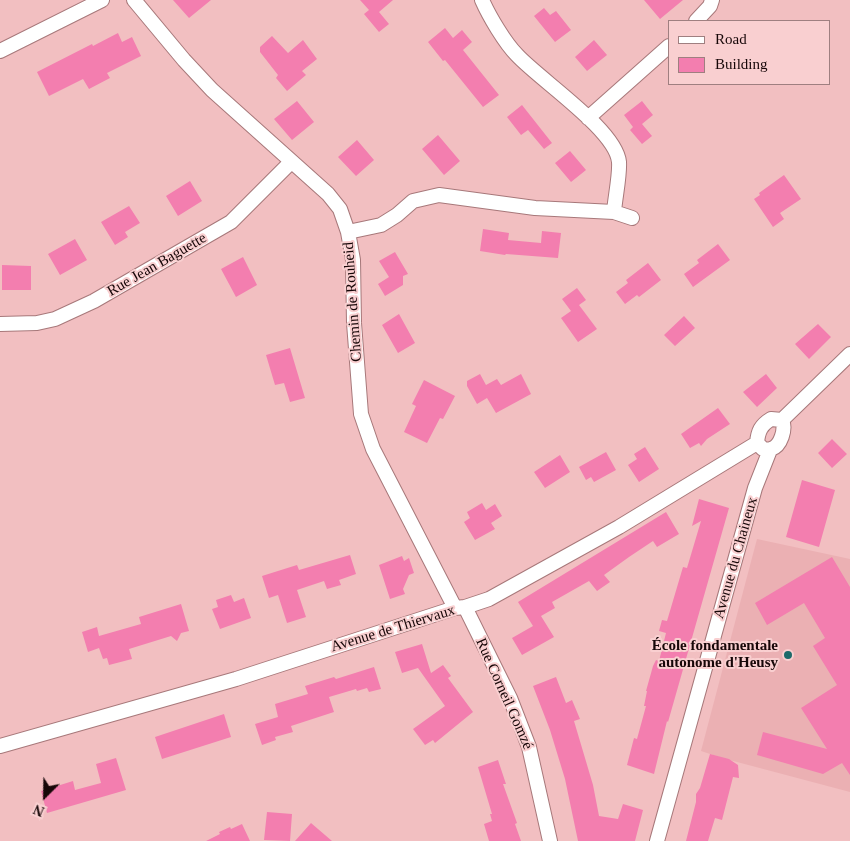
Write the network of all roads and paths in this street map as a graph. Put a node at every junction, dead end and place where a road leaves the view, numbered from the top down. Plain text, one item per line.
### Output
1 (102, 0) edge
2 (134, 0) edge
3 (482, 0) edge
4 (712, 0) edge
5 (697, 20) edge
6 (668, 47) edge
7 (0, 51) edge
8 (588, 118) junction
9 (291, 162) junction
10 (614, 212) junction
11 (632, 218) dead end
12 (348, 232) junction
13 (0, 324) edge
14 (850, 354) edge
15 (782, 420) junction
16 (757, 443) junction
17 (770, 450) junction
18 (460, 607) junction
19 (0, 746) edge
20 (550, 841) edge
21 (657, 841) edge

1 - 7 street
2 - 9 street, Chemin de Rouheid
3 - 8 street
4 - 5 street
6 - 8 street
8 - 10 street
9 - 12 street, Chemin de Rouheid
9 - 13 street, Rue Jean Baguette
10 - 11 street
10 - 12 street
12 - 18 street, Chemin de Rouheid
14 - 15 street
15 - 16 street
15 - 17 street
16 - 17 street
16 - 18 street, Avenue de Thiervaux
17 - 21 street, Avenue du Chaineux
18 - 19 street, Avenue de Thiervaux
18 - 20 street, Rue Corneil Gomzé

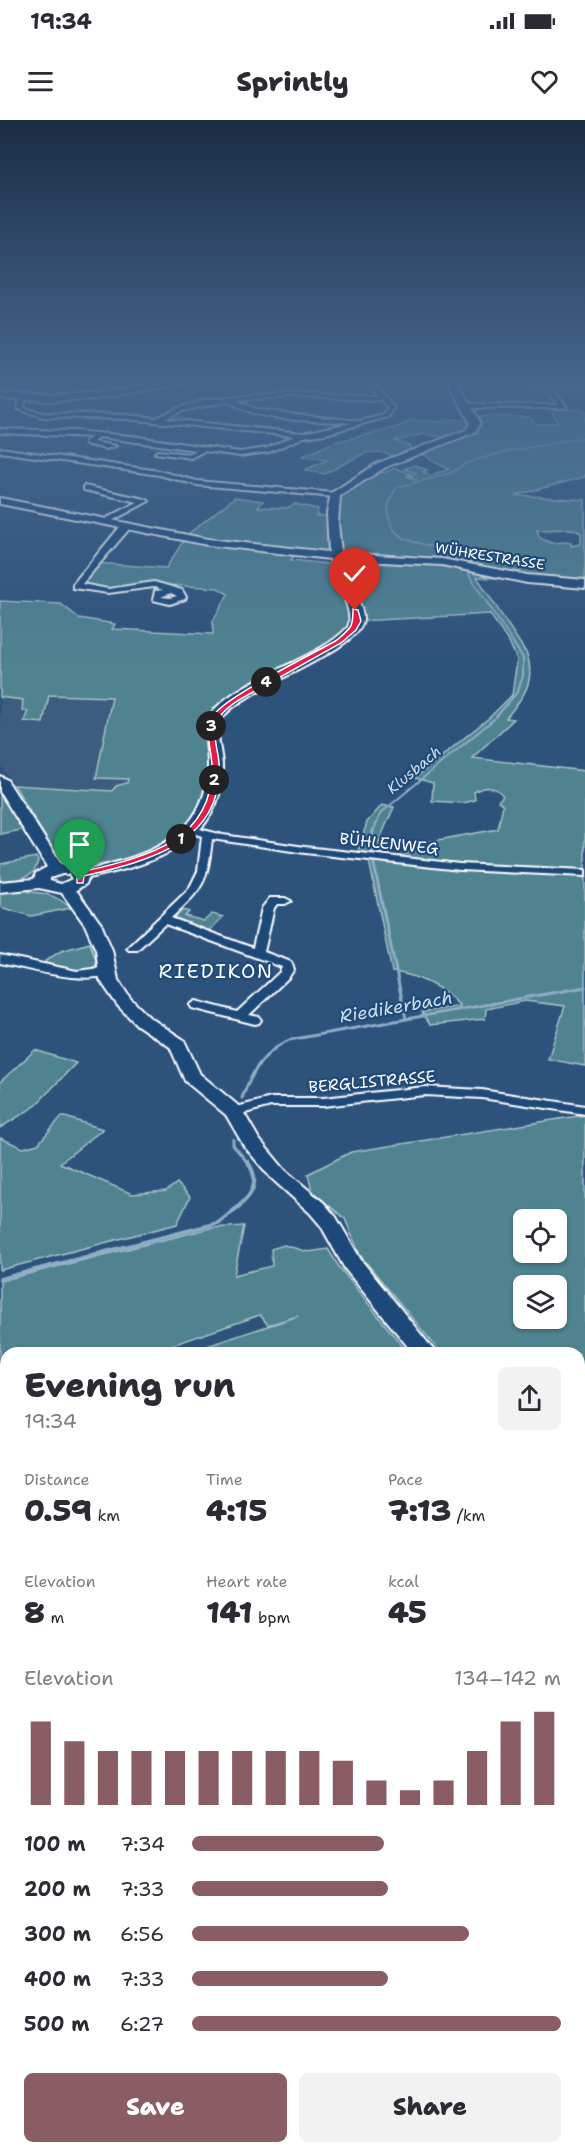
━━━━━━━━━━
Print the data word for word and omit the pictures.

## Response area
Write the network of all roads and paths in this street map as a graph. Put a node at every junction, dead end and place where a road leaves the view, numbered from the top down. Plain text, one item per line.
### Output
1 (102, 0) edge
2 (134, 0) edge
3 (482, 0) edge
4 (712, 0) edge
5 (697, 20) edge
6 (668, 47) edge
7 (0, 51) edge
8 (588, 118) junction
9 (291, 162) junction
10 (614, 212) junction
11 (632, 218) dead end
12 (348, 232) junction
13 (0, 324) edge
14 (850, 354) edge
15 (782, 420) junction
16 (757, 443) junction
17 (770, 450) junction
18 (460, 607) junction
19 (0, 746) edge
20 (550, 841) edge
21 (657, 841) edge

1 - 7 street
2 - 9 street, Chemin de Rouheid
3 - 8 street
4 - 5 street
6 - 8 street
8 - 10 street
9 - 12 street, Chemin de Rouheid
9 - 13 street, Rue Jean Baguette
10 - 11 street
10 - 12 street
12 - 18 street, Chemin de Rouheid
14 - 15 street
15 - 16 street
15 - 17 street
16 - 17 street
16 - 18 street, Avenue de Thiervaux
17 - 21 street, Avenue du Chaineux
18 - 19 street, Avenue de Thiervaux
18 - 20 street, Rue Corneil Gomzé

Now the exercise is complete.